The problem >>
Determine how many lines in the records hold "Bianchi", and give that number with nothing added.
Data supplied START
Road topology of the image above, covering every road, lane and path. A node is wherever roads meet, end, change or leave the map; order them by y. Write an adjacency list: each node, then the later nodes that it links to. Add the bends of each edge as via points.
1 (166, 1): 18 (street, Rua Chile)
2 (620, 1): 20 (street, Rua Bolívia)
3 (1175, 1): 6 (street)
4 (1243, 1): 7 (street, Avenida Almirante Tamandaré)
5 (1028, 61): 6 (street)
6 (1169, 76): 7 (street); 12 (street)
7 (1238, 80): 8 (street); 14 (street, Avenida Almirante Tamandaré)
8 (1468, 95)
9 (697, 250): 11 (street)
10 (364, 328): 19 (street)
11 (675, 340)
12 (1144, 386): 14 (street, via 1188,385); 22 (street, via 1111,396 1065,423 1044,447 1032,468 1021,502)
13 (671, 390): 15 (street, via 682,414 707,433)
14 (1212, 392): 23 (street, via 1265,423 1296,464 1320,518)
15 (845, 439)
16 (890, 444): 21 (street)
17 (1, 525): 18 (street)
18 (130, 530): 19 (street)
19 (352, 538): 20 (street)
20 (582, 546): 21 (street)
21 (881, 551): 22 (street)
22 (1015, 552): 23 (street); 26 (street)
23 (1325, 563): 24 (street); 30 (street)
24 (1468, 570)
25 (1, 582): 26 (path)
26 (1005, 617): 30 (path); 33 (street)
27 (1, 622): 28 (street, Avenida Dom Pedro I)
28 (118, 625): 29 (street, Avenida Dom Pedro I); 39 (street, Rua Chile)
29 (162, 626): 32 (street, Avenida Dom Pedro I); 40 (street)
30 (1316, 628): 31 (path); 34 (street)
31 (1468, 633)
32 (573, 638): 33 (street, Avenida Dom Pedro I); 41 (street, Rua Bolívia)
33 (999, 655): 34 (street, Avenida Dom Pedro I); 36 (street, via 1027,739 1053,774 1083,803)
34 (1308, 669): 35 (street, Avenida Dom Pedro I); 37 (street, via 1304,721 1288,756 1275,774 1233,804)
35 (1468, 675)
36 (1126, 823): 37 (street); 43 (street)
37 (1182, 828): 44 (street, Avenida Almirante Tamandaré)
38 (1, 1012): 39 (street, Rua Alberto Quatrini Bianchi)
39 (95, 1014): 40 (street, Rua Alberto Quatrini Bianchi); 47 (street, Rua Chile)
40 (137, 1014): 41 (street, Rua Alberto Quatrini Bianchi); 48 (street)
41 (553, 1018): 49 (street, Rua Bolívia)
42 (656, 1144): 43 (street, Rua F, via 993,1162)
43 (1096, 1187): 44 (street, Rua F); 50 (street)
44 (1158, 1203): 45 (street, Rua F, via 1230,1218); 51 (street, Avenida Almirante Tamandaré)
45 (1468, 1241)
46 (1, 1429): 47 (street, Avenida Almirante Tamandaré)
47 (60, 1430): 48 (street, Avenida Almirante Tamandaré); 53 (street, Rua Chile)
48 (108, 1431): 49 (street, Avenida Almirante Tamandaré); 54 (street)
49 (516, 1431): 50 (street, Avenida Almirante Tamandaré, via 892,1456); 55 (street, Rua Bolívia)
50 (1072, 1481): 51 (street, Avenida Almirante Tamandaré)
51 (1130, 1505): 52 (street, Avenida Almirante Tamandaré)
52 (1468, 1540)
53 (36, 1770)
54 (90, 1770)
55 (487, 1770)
Data supplied END
Problem solution >>
3